Sarebbe vivo, anche se gravemente ferito, uno dei due macchinisti dei treni che si sono scontrati oggi in Puglia. Lo si apprende da fonti degli inquirenti, che confermano invece che l'altro macchinista sarebbe morto nell'impatto. A lui, infatti, apparterrebbero alcuni resti umani – in particolare una gamba e una mano – recuperati tra le lamiere della locomotrice del convoglio proveniente da Bari. Non si conosce, invece, la sorte dei due capotreni: non si sa, infatti, in quale carrozza si trovassero al momento dell'impatto.
Intanto sale ancora il numero delle vittime dello scontro fra due treni avvenuto tra Corato e Andria: sono 27 finora quelle accertate. Ad aggiornare la tragica lista dei morti è sempre il coordinamento dei soccorsi, in contatto con la Asl Bt. Il numero delle vittime è ulteriormente aumentato dopo che i soccorritori sono riusciti a staccare le lamiere dei due convogli coinvolti nello scontro.
Sale a ventisette morti il numero dei morti dello scontro tra due treni questa mattina in Puglia. Un bilancio destinato probabilmente a crescere ancora. A quanto si apprende, la ventiseiesima vittima sarebbe il macchinista finora risultato disperso. Il corpo sarebbe stato estratto dalle lamiere. Le salme in custodia presso l’istituto di medicina legale del Policlinico di Bari sono al momento 24, ma le vittime accertate sono in totale 27.
Dopo un sopralluogo sul luogo della tragedia, il presidente del Consiglio Matteo Renzi si è diretto a Bari, per presiedere una riunione del Centro Coordinamento Soccorsi (CCS), attivato gia' nelle ore successive alla tragedia.
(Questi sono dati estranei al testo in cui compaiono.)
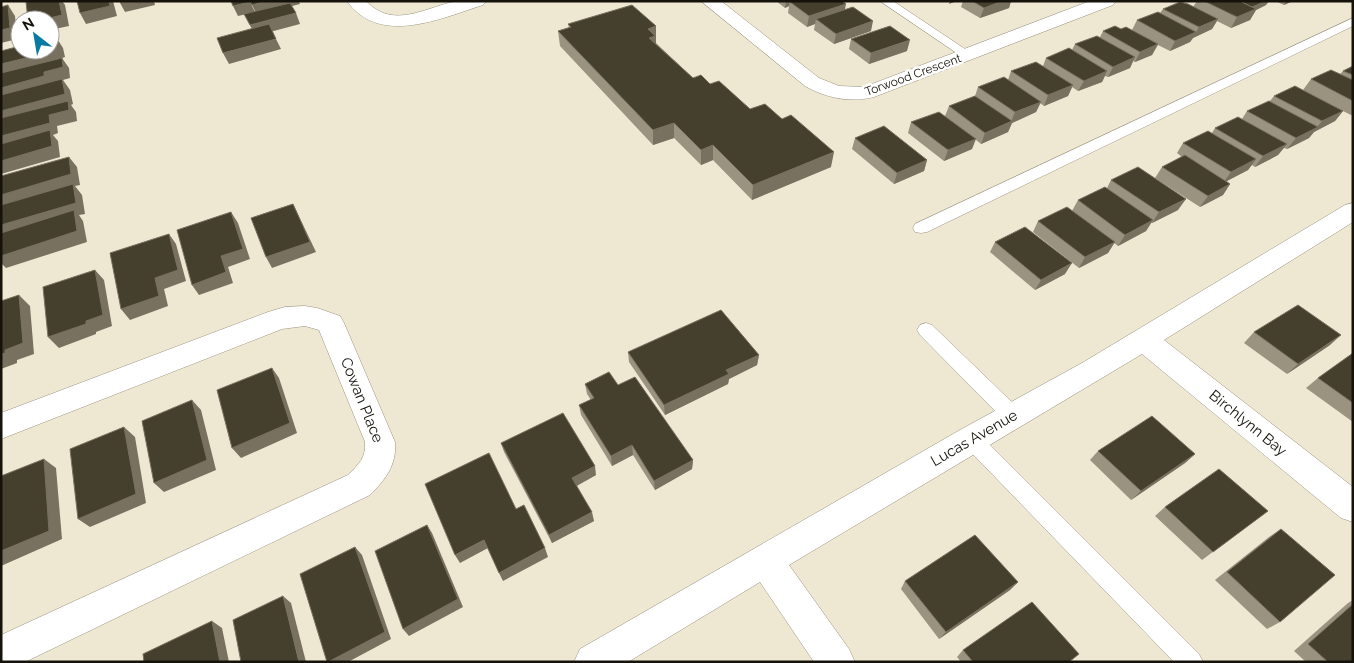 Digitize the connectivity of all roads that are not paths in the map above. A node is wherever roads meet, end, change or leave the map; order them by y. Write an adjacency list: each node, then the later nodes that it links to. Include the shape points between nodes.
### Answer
1 (356, 1): 2 (street, via 365,14 379,20 398,22)
2 (478, 1)
3 (710, 1): 9 (street, Torwood Crescent, via 812,82 839,93 867,93)
4 (885, 1): 9 (lane)
5 (1060, 1): 7 (street)
6 (1107, 1): 7 (street, Torwood Crescent)
7 (1080, 12): 9 (street, Torwood Crescent)
8 (1353, 21): 11 (lane)
9 (968, 55)
10 (1353, 211): 13 (street, Lucas Avenue)
11 (921, 228)
12 (926, 330): 14 (lane)
13 (1144, 340): 14 (street, Lucas Avenue); 17 (street, Birchlynn Bay)
14 (1013, 416): 16 (street, Lucas Avenue)
15 (1, 426): 19 (street, Cowan Place, via 278,319 316,316 330,323 380,442 382,455 375,469 360,485)
16 (971, 439): 18 (street, Lucas Avenue); 22 (lane)
17 (1353, 507)
18 (766, 561): 20 (street, Lucas Avenue); 21 (street)
19 (1, 654)
20 (592, 662)
21 (836, 662)
22 (1191, 662) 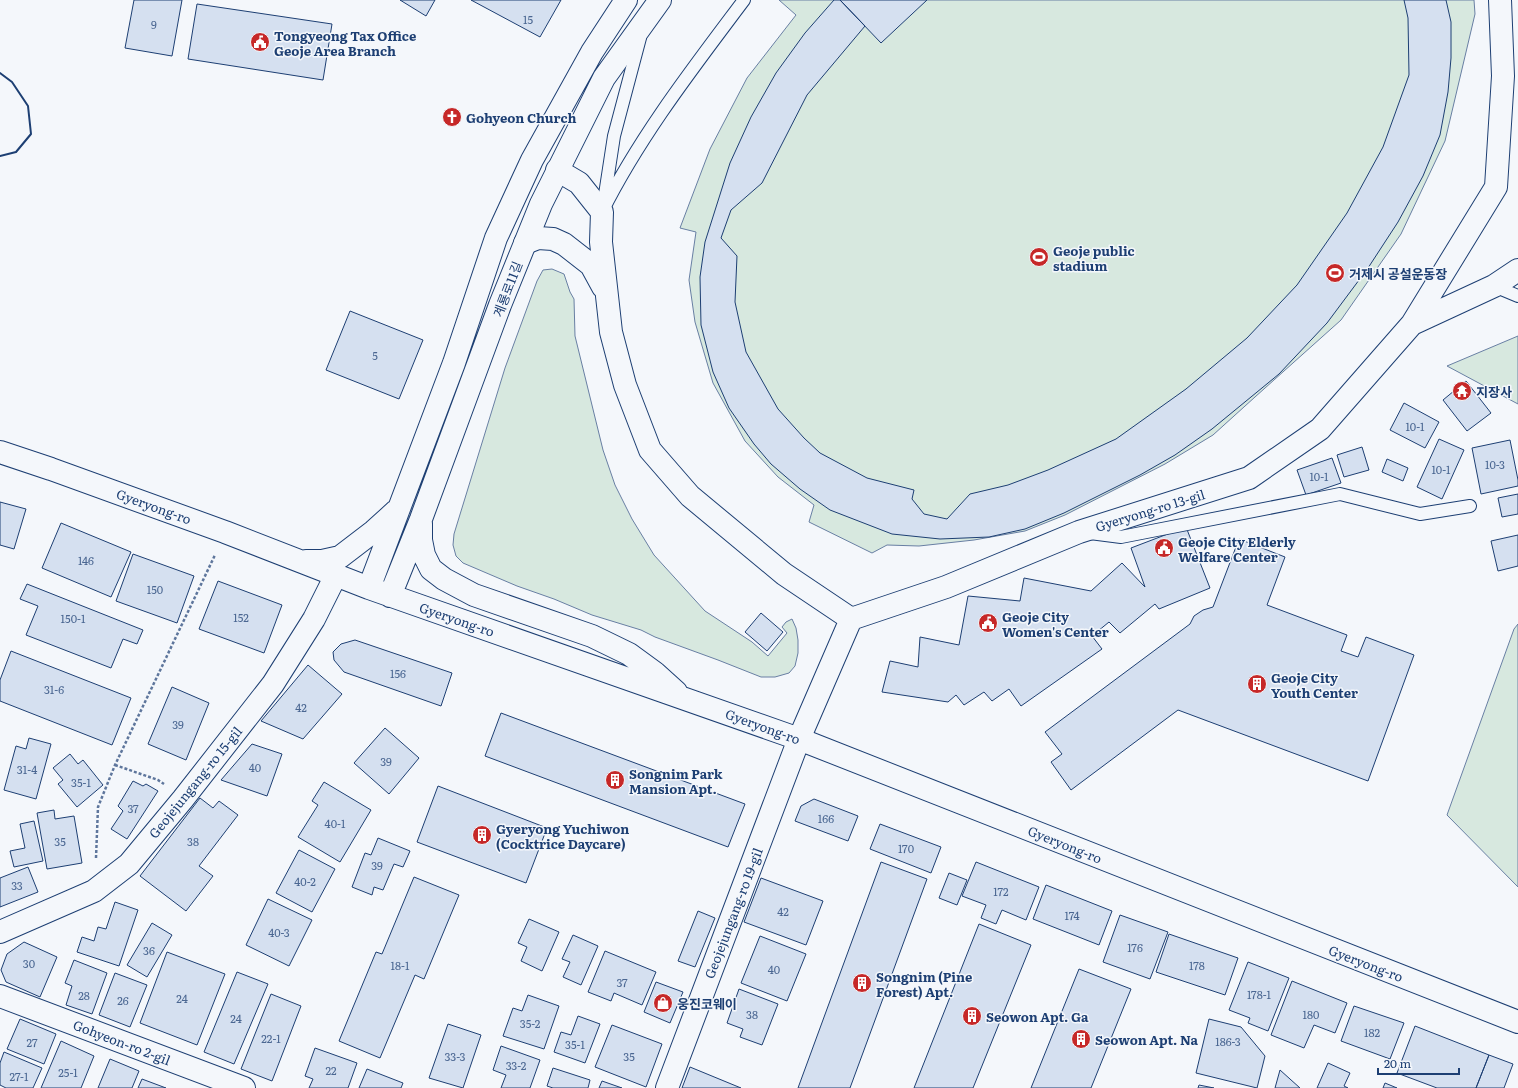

Alla riunione partecipano, tra gli altri, anche il ministro dei Trasporti Graziano Del Rio, Fabrizio Curcio, capo del Dipartimento della Protezione Civile, i prefetti di Bari, Barletta, Andria, Trani, e il presidente della Regione Puglia Michele Emiliano, insieme al vicepresidente Antonio Nunziante, e ai i vertici delle forze dell'ordine di Bari e della Bat.